[Records from a collection]
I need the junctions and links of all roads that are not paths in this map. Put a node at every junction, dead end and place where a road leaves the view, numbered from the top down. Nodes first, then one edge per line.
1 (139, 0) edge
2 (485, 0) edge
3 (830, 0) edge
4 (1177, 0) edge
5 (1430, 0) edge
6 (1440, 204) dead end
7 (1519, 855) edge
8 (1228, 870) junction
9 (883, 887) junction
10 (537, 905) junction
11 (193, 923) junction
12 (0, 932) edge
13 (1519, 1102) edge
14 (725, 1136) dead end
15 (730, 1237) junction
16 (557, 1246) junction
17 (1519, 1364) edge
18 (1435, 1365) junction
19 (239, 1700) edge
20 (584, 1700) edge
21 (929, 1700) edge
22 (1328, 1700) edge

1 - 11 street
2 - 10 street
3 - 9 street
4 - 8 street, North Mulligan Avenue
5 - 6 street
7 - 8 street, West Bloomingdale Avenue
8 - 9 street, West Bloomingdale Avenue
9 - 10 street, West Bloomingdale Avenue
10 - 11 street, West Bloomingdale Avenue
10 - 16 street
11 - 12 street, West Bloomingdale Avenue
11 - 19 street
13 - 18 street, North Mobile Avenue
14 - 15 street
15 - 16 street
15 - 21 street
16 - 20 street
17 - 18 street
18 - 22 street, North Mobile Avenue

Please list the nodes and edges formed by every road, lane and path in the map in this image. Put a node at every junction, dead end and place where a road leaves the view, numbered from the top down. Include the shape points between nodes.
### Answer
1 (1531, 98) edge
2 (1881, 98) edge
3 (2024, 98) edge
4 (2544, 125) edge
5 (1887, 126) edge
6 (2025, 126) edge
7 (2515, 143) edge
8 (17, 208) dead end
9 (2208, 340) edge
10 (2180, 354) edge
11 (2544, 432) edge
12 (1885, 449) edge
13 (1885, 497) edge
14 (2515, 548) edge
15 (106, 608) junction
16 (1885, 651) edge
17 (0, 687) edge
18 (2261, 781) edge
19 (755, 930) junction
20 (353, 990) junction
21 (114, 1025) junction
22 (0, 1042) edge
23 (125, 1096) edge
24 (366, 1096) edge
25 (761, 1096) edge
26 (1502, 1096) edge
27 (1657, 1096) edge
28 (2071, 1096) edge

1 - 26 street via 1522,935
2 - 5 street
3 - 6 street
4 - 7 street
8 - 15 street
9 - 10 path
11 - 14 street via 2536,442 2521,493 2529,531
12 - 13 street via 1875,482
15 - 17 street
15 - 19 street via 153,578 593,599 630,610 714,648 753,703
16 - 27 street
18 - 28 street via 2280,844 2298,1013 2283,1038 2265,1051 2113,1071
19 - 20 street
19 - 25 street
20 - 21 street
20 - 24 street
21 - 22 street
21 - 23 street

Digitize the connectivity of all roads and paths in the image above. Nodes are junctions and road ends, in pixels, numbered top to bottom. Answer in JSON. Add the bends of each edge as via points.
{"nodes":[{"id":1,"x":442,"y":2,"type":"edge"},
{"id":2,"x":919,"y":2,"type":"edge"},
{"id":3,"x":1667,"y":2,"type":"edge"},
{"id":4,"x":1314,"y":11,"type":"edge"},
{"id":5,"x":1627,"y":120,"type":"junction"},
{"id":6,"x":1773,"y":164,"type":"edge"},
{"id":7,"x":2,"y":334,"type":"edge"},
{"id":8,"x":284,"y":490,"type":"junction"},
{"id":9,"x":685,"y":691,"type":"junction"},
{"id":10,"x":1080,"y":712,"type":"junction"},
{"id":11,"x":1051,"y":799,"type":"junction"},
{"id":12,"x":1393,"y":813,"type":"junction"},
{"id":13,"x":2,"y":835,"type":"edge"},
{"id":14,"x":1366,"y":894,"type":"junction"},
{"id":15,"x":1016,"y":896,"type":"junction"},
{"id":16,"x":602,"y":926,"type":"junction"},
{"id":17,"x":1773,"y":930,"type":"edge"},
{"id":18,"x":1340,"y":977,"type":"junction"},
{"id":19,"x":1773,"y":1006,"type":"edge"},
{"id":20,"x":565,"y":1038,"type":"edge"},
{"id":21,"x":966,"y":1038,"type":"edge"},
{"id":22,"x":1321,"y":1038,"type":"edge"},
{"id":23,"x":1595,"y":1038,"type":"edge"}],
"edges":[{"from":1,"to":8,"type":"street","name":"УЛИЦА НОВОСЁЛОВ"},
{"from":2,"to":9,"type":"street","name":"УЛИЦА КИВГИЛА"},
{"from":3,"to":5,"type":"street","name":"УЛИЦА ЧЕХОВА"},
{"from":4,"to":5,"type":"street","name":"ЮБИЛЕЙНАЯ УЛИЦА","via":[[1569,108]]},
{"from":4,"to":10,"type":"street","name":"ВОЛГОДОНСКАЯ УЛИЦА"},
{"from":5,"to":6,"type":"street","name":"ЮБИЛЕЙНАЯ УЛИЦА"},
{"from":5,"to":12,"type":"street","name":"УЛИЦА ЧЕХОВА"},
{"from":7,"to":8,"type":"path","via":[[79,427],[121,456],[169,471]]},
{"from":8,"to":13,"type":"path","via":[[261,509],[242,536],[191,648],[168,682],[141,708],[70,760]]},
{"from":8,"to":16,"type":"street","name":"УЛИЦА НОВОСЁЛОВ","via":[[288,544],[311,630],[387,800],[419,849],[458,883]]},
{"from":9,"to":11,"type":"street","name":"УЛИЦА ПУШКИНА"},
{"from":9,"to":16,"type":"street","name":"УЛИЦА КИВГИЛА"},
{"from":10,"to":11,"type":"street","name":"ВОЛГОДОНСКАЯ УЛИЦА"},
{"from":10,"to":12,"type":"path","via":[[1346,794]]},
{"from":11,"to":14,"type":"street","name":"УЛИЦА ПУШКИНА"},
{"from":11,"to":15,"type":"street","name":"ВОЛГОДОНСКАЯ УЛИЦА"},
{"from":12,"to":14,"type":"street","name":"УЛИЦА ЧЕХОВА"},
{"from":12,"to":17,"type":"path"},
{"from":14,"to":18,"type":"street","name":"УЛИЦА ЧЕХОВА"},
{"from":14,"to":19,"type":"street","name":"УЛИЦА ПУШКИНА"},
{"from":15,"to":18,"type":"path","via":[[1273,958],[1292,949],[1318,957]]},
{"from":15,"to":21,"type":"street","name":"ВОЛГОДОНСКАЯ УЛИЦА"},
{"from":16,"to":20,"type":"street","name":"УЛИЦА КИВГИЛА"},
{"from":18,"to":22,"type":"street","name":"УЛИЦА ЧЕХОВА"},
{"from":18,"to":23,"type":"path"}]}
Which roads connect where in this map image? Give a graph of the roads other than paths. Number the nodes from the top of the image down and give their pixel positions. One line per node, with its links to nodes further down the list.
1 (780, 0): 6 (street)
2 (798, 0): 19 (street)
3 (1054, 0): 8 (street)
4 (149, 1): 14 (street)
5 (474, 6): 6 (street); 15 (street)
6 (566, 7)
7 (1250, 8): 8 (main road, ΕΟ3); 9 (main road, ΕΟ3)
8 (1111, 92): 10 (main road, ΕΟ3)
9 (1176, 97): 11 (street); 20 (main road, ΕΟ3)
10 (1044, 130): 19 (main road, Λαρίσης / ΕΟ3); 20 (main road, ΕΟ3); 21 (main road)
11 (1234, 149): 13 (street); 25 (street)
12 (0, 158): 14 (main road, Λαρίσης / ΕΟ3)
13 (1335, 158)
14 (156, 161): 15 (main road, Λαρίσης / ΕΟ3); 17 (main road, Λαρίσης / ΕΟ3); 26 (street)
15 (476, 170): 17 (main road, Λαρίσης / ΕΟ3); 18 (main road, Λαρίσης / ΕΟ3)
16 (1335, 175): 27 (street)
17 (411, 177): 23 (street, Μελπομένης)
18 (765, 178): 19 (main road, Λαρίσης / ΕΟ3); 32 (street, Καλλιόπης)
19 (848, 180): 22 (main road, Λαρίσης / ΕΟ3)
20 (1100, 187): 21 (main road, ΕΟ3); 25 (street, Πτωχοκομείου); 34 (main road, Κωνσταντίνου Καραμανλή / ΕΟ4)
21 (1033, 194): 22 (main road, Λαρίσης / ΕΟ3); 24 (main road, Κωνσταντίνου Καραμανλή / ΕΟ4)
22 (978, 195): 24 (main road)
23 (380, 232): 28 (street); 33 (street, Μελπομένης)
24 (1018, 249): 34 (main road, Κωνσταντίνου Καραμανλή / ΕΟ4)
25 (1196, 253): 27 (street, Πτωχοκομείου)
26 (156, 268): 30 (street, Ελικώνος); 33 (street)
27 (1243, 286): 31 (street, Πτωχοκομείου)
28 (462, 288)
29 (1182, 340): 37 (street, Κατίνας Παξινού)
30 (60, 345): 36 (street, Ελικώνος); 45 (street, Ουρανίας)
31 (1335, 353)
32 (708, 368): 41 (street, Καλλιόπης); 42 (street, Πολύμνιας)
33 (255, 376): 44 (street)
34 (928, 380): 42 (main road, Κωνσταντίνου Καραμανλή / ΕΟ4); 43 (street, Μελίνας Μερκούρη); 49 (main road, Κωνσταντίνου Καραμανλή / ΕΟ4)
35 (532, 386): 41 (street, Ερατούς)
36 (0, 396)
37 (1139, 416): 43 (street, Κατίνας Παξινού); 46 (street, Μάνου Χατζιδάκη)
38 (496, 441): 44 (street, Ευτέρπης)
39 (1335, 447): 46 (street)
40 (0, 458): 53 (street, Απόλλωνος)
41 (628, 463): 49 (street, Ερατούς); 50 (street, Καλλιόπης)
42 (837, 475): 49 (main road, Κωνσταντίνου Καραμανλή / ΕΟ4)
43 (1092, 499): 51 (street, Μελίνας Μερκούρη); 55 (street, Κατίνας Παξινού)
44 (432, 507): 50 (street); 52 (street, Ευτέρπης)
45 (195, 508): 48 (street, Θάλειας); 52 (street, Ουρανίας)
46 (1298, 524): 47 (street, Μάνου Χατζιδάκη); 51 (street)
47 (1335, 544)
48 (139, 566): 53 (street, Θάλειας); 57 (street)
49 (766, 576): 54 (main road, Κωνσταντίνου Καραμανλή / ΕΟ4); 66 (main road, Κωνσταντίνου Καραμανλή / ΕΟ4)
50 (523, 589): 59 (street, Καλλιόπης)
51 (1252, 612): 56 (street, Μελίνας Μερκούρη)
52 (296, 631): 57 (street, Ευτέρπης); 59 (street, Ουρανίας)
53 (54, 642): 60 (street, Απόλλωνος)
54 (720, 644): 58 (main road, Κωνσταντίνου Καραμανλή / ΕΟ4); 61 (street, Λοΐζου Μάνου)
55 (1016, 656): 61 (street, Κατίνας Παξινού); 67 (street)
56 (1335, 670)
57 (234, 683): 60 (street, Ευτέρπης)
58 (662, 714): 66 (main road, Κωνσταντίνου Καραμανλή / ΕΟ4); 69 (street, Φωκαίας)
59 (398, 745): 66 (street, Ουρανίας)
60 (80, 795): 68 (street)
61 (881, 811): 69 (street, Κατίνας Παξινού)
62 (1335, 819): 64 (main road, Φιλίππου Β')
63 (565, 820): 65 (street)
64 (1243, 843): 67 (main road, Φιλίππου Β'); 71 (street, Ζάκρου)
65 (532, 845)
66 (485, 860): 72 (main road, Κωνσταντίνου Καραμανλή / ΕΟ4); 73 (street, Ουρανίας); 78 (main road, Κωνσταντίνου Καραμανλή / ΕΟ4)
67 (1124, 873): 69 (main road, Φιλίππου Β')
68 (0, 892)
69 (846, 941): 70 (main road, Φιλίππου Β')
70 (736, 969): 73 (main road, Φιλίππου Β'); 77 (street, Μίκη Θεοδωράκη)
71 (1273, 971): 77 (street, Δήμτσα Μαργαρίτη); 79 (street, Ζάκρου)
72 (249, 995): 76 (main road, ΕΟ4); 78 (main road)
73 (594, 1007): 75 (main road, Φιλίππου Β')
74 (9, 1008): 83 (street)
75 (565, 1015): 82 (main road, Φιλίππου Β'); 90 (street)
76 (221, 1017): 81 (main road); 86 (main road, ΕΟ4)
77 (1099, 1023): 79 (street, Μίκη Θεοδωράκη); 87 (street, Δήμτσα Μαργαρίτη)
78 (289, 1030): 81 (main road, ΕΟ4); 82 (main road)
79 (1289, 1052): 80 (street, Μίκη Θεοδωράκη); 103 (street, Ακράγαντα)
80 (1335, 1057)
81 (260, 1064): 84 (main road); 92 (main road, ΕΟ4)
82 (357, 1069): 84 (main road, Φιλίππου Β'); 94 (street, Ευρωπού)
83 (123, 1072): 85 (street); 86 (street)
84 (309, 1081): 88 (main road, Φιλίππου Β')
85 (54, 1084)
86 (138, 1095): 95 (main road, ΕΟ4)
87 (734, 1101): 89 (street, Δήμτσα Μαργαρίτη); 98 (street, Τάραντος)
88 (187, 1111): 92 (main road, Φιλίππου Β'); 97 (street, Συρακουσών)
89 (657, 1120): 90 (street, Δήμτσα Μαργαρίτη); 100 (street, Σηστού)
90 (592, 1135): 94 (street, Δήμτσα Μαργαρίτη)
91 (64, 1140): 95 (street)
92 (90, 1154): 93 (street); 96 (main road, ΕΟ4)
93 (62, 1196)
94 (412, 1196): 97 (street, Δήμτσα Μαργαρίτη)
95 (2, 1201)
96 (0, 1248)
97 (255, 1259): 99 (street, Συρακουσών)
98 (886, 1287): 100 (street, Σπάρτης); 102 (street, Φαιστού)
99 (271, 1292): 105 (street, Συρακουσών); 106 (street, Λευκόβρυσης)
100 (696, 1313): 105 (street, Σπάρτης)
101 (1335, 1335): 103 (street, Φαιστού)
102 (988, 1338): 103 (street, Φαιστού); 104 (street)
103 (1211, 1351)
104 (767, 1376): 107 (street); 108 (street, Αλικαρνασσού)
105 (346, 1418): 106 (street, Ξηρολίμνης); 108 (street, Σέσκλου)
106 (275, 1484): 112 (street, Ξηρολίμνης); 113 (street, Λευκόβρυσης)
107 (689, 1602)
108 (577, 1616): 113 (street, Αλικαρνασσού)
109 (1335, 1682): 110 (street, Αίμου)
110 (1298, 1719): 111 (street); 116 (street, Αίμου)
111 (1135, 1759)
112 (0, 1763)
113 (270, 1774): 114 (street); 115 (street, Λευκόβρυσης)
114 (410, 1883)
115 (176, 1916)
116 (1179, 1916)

- Exercise directions: Show all lines from the data above in which the word "Ουρανίας" appears.

- Task result:
30 (60, 345): 36 (street, Ελικώνος); 45 (street, Ουρανίας)
45 (195, 508): 48 (street, Θάλειας); 52 (street, Ουρανίας)
52 (296, 631): 57 (street, Ευτέρπης); 59 (street, Ουρανίας)
59 (398, 745): 66 (street, Ουρανίας)
66 (485, 860): 72 (main road, Κωνσταντίνου Καραμανλή / ΕΟ4); 73 (street, Ουρανίας); 78 (main road, Κωνσταντίνου Καραμανλή / ΕΟ4)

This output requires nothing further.